▶ [What needs to be done]: Please print out the entries below unchanged and skip the images.

▶ [Records to use]:

______________________________

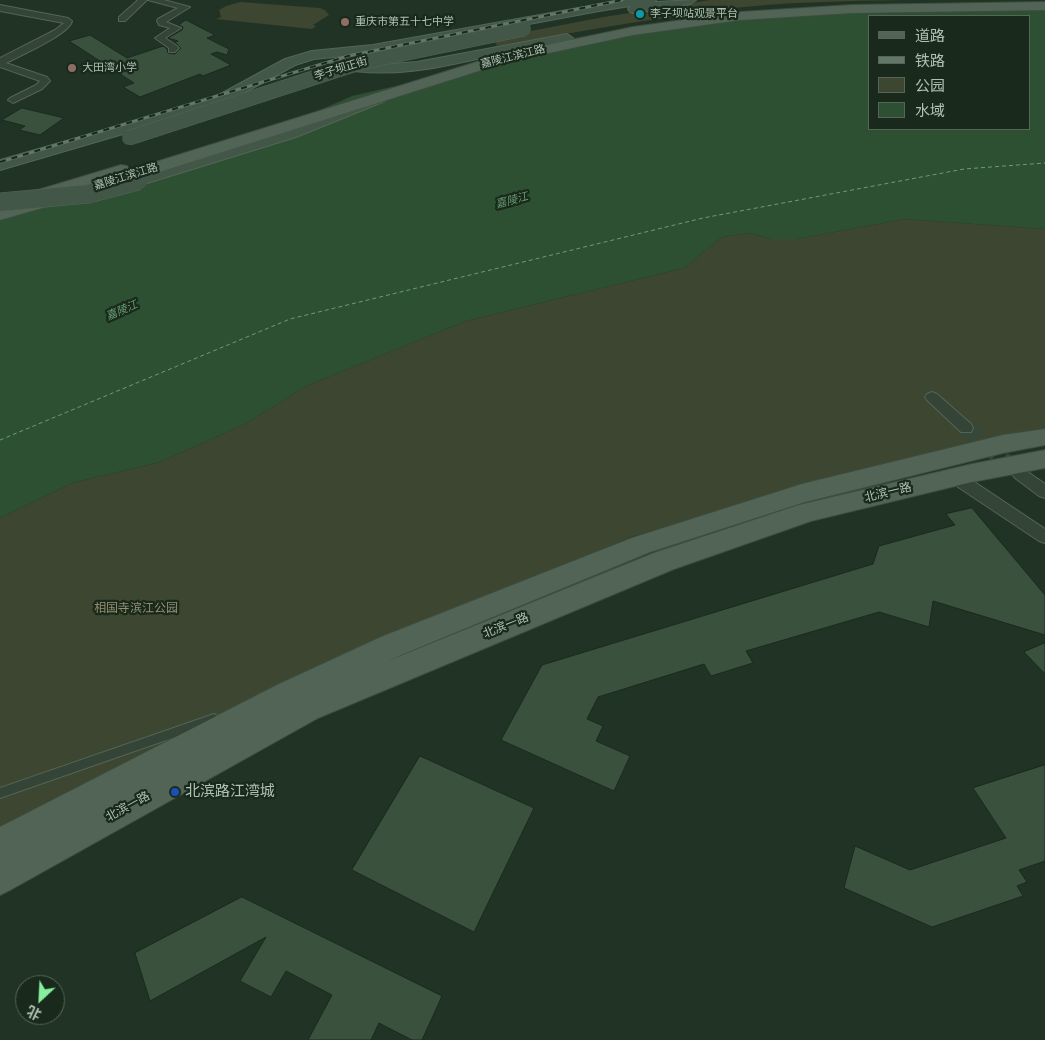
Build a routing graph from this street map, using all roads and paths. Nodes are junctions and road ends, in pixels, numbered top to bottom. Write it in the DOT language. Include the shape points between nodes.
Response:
graph roads {
  1 [pos="143,0"];
  2 [pos="152,0"];
  3 [pos="650,0"];
  4 [pos="690,0"];
  5 [pos="1045,1"];
  6 [pos="1045,6"];
  7 [pos="0,8"];
  8 [pos="122,19"];
  9 [pos="566,38"];
  10 [pos="172,50"];
  11 [pos="290,62"];
  12 [pos="0,63"];
  13 [pos="383,96"];
  14 [pos="13,100"];
  15 [pos="0,166"];
  16 [pos="0,174"];
  17 [pos="0,202"];
  18 [pos="0,207"];
  19 [pos="0,214"];
  20 [pos="932,397"];
  21 [pos="966,428"];
  22 [pos="1045,438"];
  23 [pos="1045,458"];
  24 [pos="1020,474"];
  25 [pos="955,477"];
  26 [pos="1045,492"];
  27 [pos="1045,537"];
  28 [pos="288,694"];
  29 [pos="0,792"];
  30 [pos="0,845"];
  31 [pos="0,876"];
  1 -- 8 [label="street"];
  2 -- 10 [label="street" via="186,6 161,21 177,28 159,38 174,48"];
  3 -- 11 [label="main road, 李子坝正街" via="373,49 312,55"];
  4 -- 16 [label="main road, 李子坝正街, bridge" via="524,29 359,63 129,138"];
  5 -- 9 [label="main road, 嘉陵江滨江路" via="847,4 736,11"];
  6 -- 13 [label="main road, 嘉陵江滨江路" via="852,9 740,16 633,31 504,58"];
  7 -- 12 [label="street" via="68,21 58,32"];
  9 -- 11 [label="main road, bridge" via="496,50 437,65 406,68 358,68 316,59"];
  9 -- 18 [label="main road, 嘉陵江滨江路, bridge" via="414,80"];
  11 -- 15 [label="main road, 李子坝正街" via="207,105"];
  12 -- 14 [label="street" via="46,82"];
  13 -- 17 [label="main road, bridge" via="343,116 138,181 88,194"];
  13 -- 19 [label="main road, 嘉陵江滨江路, bridge"];
  20 -- 21 [label="street"];
  22 -- 28 [label="main road, 北滨一路" via="1003,444 802,493 640,544 391,646"];
  23 -- 25 [label="main road, 北滨一路"];
  24 -- 26 [label="street"];
  25 -- 27 [label="street"];
  25 -- 31 [label="main road, 北滨一路" via="808,512 673,558 393,672 307,708"];
  28 -- 29 [label="lane"];
  28 -- 30 [label="main road, 北滨一路"];
}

______________________________

▶ [Answer to this task]:
Build a routing graph from this street map, using all roads and paths. Nodes are junctions and road ends, in pixels, numbered top to bottom. Write it in the DOT language. Include the shape points between nodes.
Response:
graph roads {
  1 [pos="143,0"];
  2 [pos="152,0"];
  3 [pos="650,0"];
  4 [pos="690,0"];
  5 [pos="1045,1"];
  6 [pos="1045,6"];
  7 [pos="0,8"];
  8 [pos="122,19"];
  9 [pos="566,38"];
  10 [pos="172,50"];
  11 [pos="290,62"];
  12 [pos="0,63"];
  13 [pos="383,96"];
  14 [pos="13,100"];
  15 [pos="0,166"];
  16 [pos="0,174"];
  17 [pos="0,202"];
  18 [pos="0,207"];
  19 [pos="0,214"];
  20 [pos="932,397"];
  21 [pos="966,428"];
  22 [pos="1045,438"];
  23 [pos="1045,458"];
  24 [pos="1020,474"];
  25 [pos="955,477"];
  26 [pos="1045,492"];
  27 [pos="1045,537"];
  28 [pos="288,694"];
  29 [pos="0,792"];
  30 [pos="0,845"];
  31 [pos="0,876"];
  1 -- 8 [label="street"];
  2 -- 10 [label="street" via="186,6 161,21 177,28 159,38 174,48"];
  3 -- 11 [label="main road, 李子坝正街" via="373,49 312,55"];
  4 -- 16 [label="main road, 李子坝正街, bridge" via="524,29 359,63 129,138"];
  5 -- 9 [label="main road, 嘉陵江滨江路" via="847,4 736,11"];
  6 -- 13 [label="main road, 嘉陵江滨江路" via="852,9 740,16 633,31 504,58"];
  7 -- 12 [label="street" via="68,21 58,32"];
  9 -- 11 [label="main road, bridge" via="496,50 437,65 406,68 358,68 316,59"];
  9 -- 18 [label="main road, 嘉陵江滨江路, bridge" via="414,80"];
  11 -- 15 [label="main road, 李子坝正街" via="207,105"];
  12 -- 14 [label="street" via="46,82"];
  13 -- 17 [label="main road, bridge" via="343,116 138,181 88,194"];
  13 -- 19 [label="main road, 嘉陵江滨江路, bridge"];
  20 -- 21 [label="street"];
  22 -- 28 [label="main road, 北滨一路" via="1003,444 802,493 640,544 391,646"];
  23 -- 25 [label="main road, 北滨一路"];
  24 -- 26 [label="street"];
  25 -- 27 [label="street"];
  25 -- 31 [label="main road, 北滨一路" via="808,512 673,558 393,672 307,708"];
  28 -- 29 [label="lane"];
  28 -- 30 [label="main road, 北滨一路"];
}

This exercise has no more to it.